For instance, none of these new authentication techniques have the same legal standing as a password. Courts can force you to turn over a physical login mechanism, such as a door key, your fingerprint, or likely, your heartbeat. But they can’t force you to turn over knowledge, such as a password.

They also go a long way towards eliminating one of the most important cultural aspects of the Internet: anonymity. We’ve never had true anonymity on the Internet, but it’s not hard to see how even the current pseudonymous state of play could shrink if you’re forced to prove who you are before you access the Web.
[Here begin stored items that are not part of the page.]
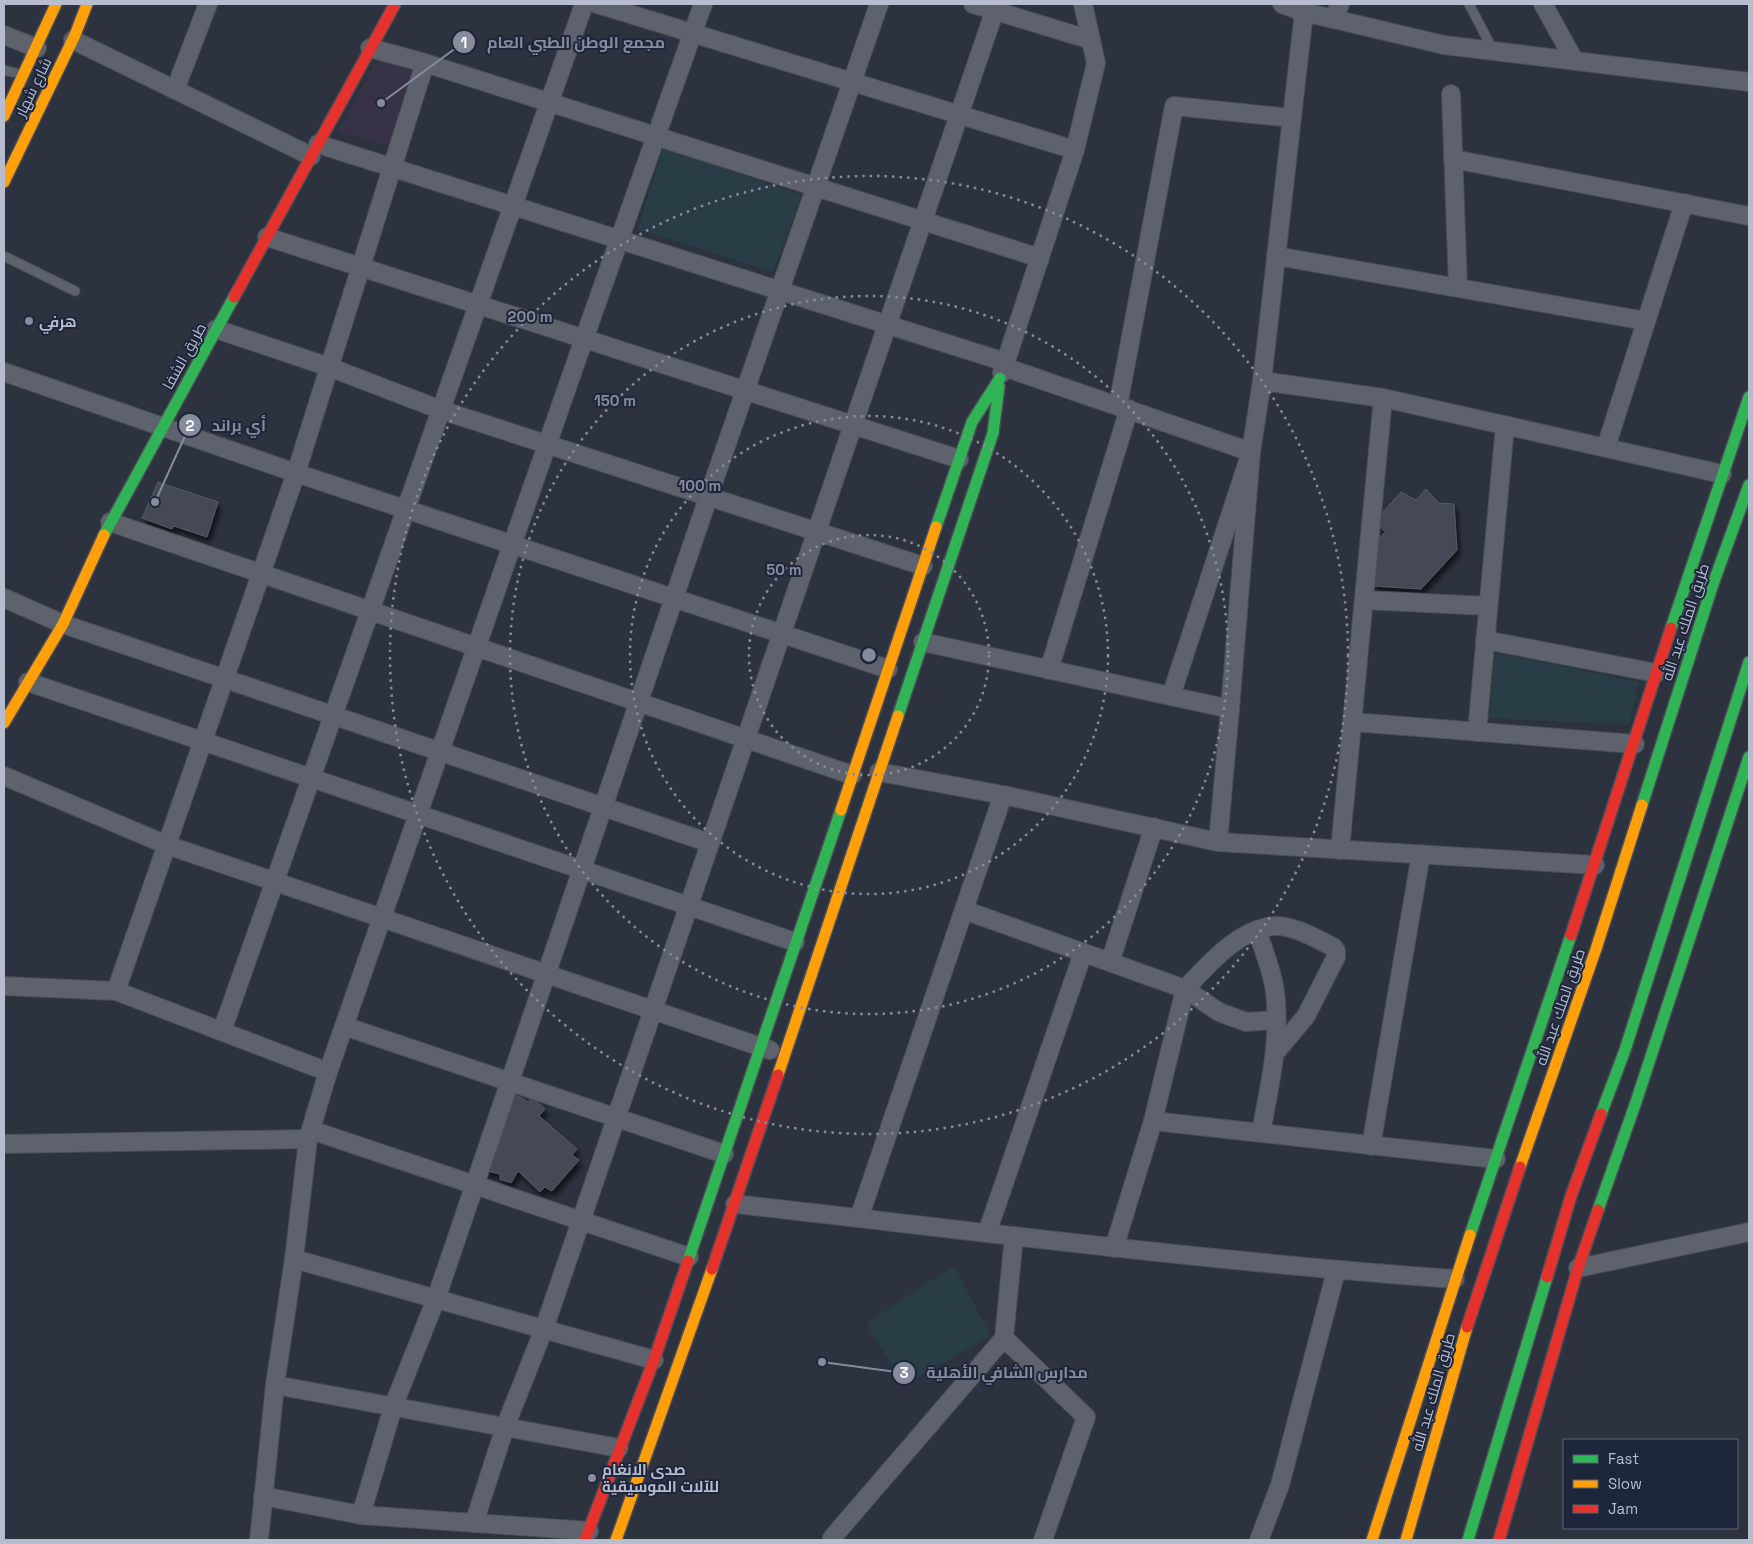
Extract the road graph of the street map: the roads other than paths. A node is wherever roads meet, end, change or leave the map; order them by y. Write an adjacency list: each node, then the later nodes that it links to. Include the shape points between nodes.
1 (56, 4): 21 (street, شارع شهار)
2 (87, 4): 19 (street, شارع شهار)
3 (208, 4): 30 (street)
4 (394, 4): 22 (street, طريق الشفا)
5 (584, 4): 32 (street)
6 (597, 4): 17 (street)
7 (702, 4): 17 (street)
8 (879, 4): 28 (street)
9 (973, 4): 14 (street)
10 (1083, 4): 20 (street)
11 (1282, 4): 16 (street)
12 (1469, 4): 23 (lane)
13 (1543, 4): 24 (street)
14 (996, 7): 20 (street); 33 (street)
15 (1336, 11): 16 (street); 23 (street, via 1444,45)
16 (1304, 12): 35 (street)
17 (693, 32): 28 (street); 36 (street)
18 (4, 35): 21 (street)
19 (73, 40): 30 (street); 41 (street, شارع شهار)
20 (1091, 40): 38 (street, via 1096,63)
21 (37, 48): 27 (street, شارع شهار)
22 (370, 48): 25 (street); 37 (street, طريق الشفا)
23 (1493, 51): 24 (street)
24 (1574, 60): 29 (street)
25 (426, 63): 32 (street); 40 (street)
26 (4, 70): 27 (lane)
27 (24, 75): 34 (street, شارع شهار)
28 (852, 81): 33 (street); 42 (street)
29 (1749, 82)
30 (175, 90): 37 (street)
31 (1451, 94): 39 (street)
32 (550, 102): 36 (street); 44 (street)
33 (959, 114): 38 (street); 46 (street)
34 (4, 116)
35 (1292, 118): 49 (street); 68 (street, via 1174,106)
36 (656, 136): 42 (street); 48 (street)
37 (314, 150): 40 (street); 47 (street, طريق الشفا)
38 (1076, 150): 50 (street)
39 (1453, 159): 43 (street); 53 (street)
40 (392, 168): 44 (street); 52 (street)
41 (4, 182)
42 (816, 187): 46 (street); 54 (street)
43 (1684, 203): 45 (street); 57 (street)
44 (513, 206): 48 (street); 56 (street)
45 (1749, 216)
46 (923, 220): 50 (street); 58 (street)
47 (267, 237): 52 (street); 59 (street, طريق الشفا)
48 (619, 239): 54 (street); 60 (street)
49 (1276, 256): 53 (street); 64 (street)
50 (1040, 258): 62 (street)
51 (5, 259): 55 (lane)
52 (361, 267): 56 (street); 61 (street)
53 (1458, 287): 57 (street)
54 (781, 290): 58 (street); 65 (street)
55 (75, 291)
56 (478, 304): 60 (street); 69 (street)
57 (1646, 321): 76 (street)
58 (887, 324): 62 (street); 70 (street)
59 (216, 330): 61 (street); 72 (street, طريق الشفا)
60 (584, 339): 65 (street); 75 (street)
61 (329, 367): 69 (street); 79 (street)
62 (1003, 369): 68 (street); 78 (street, via 972,422); 97 (street, via 993,433)
63 (4, 372): 72 (street)
64 (1262, 381): 67 (street); 77 (street)
65 (746, 390): 70 (street); 82 (street)
66 (1749, 397): 74 (street)
67 (1383, 398): 71 (street); 91 (street)
68 (1124, 407): 77 (street); 101 (street)
69 (441, 410): 75 (street); 83 (street)
70 (853, 425): 78 (street); 85 (street)
71 (1504, 425): 76 (street); 92 (street)
72 (163, 426): 79 (street); 84 (street, طريق الشفا)
73 (1749, 427): 74 (street)
74 (1734, 443): 80 (street)
75 (547, 444): 82 (street); 86 (street)
76 (1606, 447): 80 (street)
77 (1251, 452): 105 (street); 107 (street)
78 (959, 459): 87 (street)
79 (296, 473): 83 (street); 88 (street)
80 (1722, 474): 102 (street)
81 (1749, 485): 141 (street, طريق الملك عبد الله, via 1713,584)
82 (709, 496): 85 (street); 90 (street)
83 (406, 510): 86 (street); 93 (street)
84 (110, 522): 88 (street); 94 (street, طريق الشفا)
85 (817, 530): 87 (street); 95 (street)
86 (512, 545): 90 (street); 98 (street)
87 (923, 566): 100 (street)
88 (261, 573): 93 (street); 103 (street)
89 (4, 598): 94 (street)
90 (675, 599): 95 (street); 106 (street)
91 (1364, 600): 92 (street); 109 (street)
92 (1488, 606): 96 (street)
93 (370, 611): 98 (street); 108 (street)
94 (63, 624): 103 (street); 104 (street, طريق الشفا)
95 (782, 634): 100 (street); 113 (street)
96 (1485, 640): 102 (street); 112 (street)
97 (923, 642): 101 (street); 119 (street)
98 (476, 647): 106 (street); 117 (street)
99 (1749, 662): 116 (street)
100 (888, 669): 120 (street)
101 (1049, 670): 105 (street)
102 (1656, 673): 115 (street)
103 (224, 678): 108 (street); 114 (street)
104 (28, 682): 110 (street, طريق الشفا); 114 (street)
105 (1171, 696): 107 (street)
106 (640, 703): 113 (street); 124 (street)
107 (1230, 709): 127 (street)
108 (333, 716): 117 (street); 122 (street)
109 (1352, 722): 112 (street); 130 (street)
110 (4, 723)
111 (1738, 729): 116 (street)
112 (1477, 732): 115 (street)
113 (746, 739): 120 (street); 128 (street)
114 (203, 741): 122 (street); 129 (street)
115 (1635, 744): 132 (street)
116 (1721, 747): 197 (street, via 1625,1050 1571,1196)
117 (440, 751): 124 (street); 125 (street)
118 (1749, 757): 175 (street)
119 (880, 772): 123 (street); 154 (street)
120 (852, 775): 140 (street)
121 (4, 776): 129 (street)
122 (311, 778): 125 (street); 134 (street)
123 (1003, 795): 126 (street); 137 (street)
124 (604, 807): 128 (street); 133 (street)
125 (418, 814): 133 (street); 138 (street)
126 (1154, 827): 127 (street); 143 (street)
127 (1218, 842): 130 (street)
128 (710, 843): 136 (street)
129 (167, 845): 134 (street); 147 (street)
130 (1340, 850): 131 (street)
131 (1421, 854): 132 (street); 162 (street)
132 (1595, 865): 135 (street)
133 (582, 870): 136 (street); 144 (street)
134 (275, 882): 138 (street); 151 (street)
135 (1586, 890): 141 (street); 164 (street)
136 (688, 906): 140 (street); 148 (street)
137 (964, 910): 142 (street); 167 (street)
138 (382, 918): 144 (street); 150 (street)
139 (1257, 930): 146 (street, via 1223,950); 149 (street, via 1275,991); 153 (street, via 1276,926 1298,931 1333,946 1336,951 1336,957 1306,1016)
140 (796, 942): 152 (street)
141 (1596, 949): 196 (street, طريق الملك عبد الله, via 1494,1242)
142 (1083, 953): 143 (street); 170 (street)
143 (1110, 962): 146 (street)
144 (547, 974): 148 (street); 156 (street)
145 (4, 986): 147 (street)
146 (1185, 989): 149 (street, via 1219,1012 1246,1022); 158 (street)
147 (116, 991): 151 (street)
148 (653, 1010): 152 (street); 157 (street)
149 (1276, 1020): 153 (street)
150 (344, 1026): 155 (street); 156 (street)
151 (222, 1032): 155 (street)
152 (760, 1047): 154 (street); 163 (street)
153 (1275, 1053): 159 (street)
154 (785, 1055): 166 (street)
155 (328, 1072): 160 (street)
156 (510, 1082): 157 (street); 165 (street)
157 (616, 1117): 163 (street); 168 (street)
158 (1153, 1121): 159 (street); 172 (street)
159 (1261, 1133): 162 (street)
160 (310, 1134): 161 (street); 165 (street); 174 (street)
161 (4, 1144)
162 (1371, 1146): 164 (street)
163 (724, 1154): 173 (street)
164 (1496, 1159): 177 (street)
165 (475, 1185): 168 (street); 178 (street)
166 (735, 1204): 167 (street); 192 (street)
167 (859, 1218): 170 (street)
168 (581, 1221): 173 (street); 179 (street)
169 (1749, 1232): 175 (street)
170 (987, 1233): 171 (street)
171 (1014, 1236): 172 (street); 180 (street)
172 (1114, 1248): 176 (street)
173 (689, 1257): 181 (street)
174 (294, 1259): 178 (street); 182 (street)
175 (1578, 1268): 198 (street)
176 (1336, 1271): 177 (street); 194 (street, via 1280,1485)
177 (1455, 1279): 195 (street)
178 (436, 1299): 179 (street); 183 (street)
179 (544, 1329): 181 (street); 184 (street)
180 (1004, 1338): 190 (street); 193 (street, via 1086,1417)
181 (654, 1360): 185 (street)
182 (275, 1386): 183 (street); 186 (street)
183 (393, 1407): 184 (street); 187 (street)
184 (505, 1427): 185 (street); 188 (street)
185 (619, 1448): 189 (street)
186 (263, 1496): 187 (street); 191 (street)
187 (361, 1515): 188 (street)
188 (474, 1523): 189 (street)
189 (587, 1536)
190 (832, 1538)
191 (259, 1540)
192 (616, 1540)
193 (1043, 1540)
194 (1259, 1540)
195 (1372, 1540)
196 (1406, 1540)
197 (1468, 1540)
198 (1498, 1540)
One possible solution to protect online identity and ensure anonymity would be to turn on encryption everywhere, for everything. To return to Google, for all its explorations into improving authentication, the company just introduced yet another messaging app this week—not something that the world was exactly clamoring for—that only offers end-to-end encryption as an opt-in.

It’s a big ask to encrypt everywhere, for everything. Getting encryption right isn’t easy, but as we’ve seen, neither is authentication. Designing for the needs of the consumer, and not the business model, will be the only way to ensure that both are properly built for the future.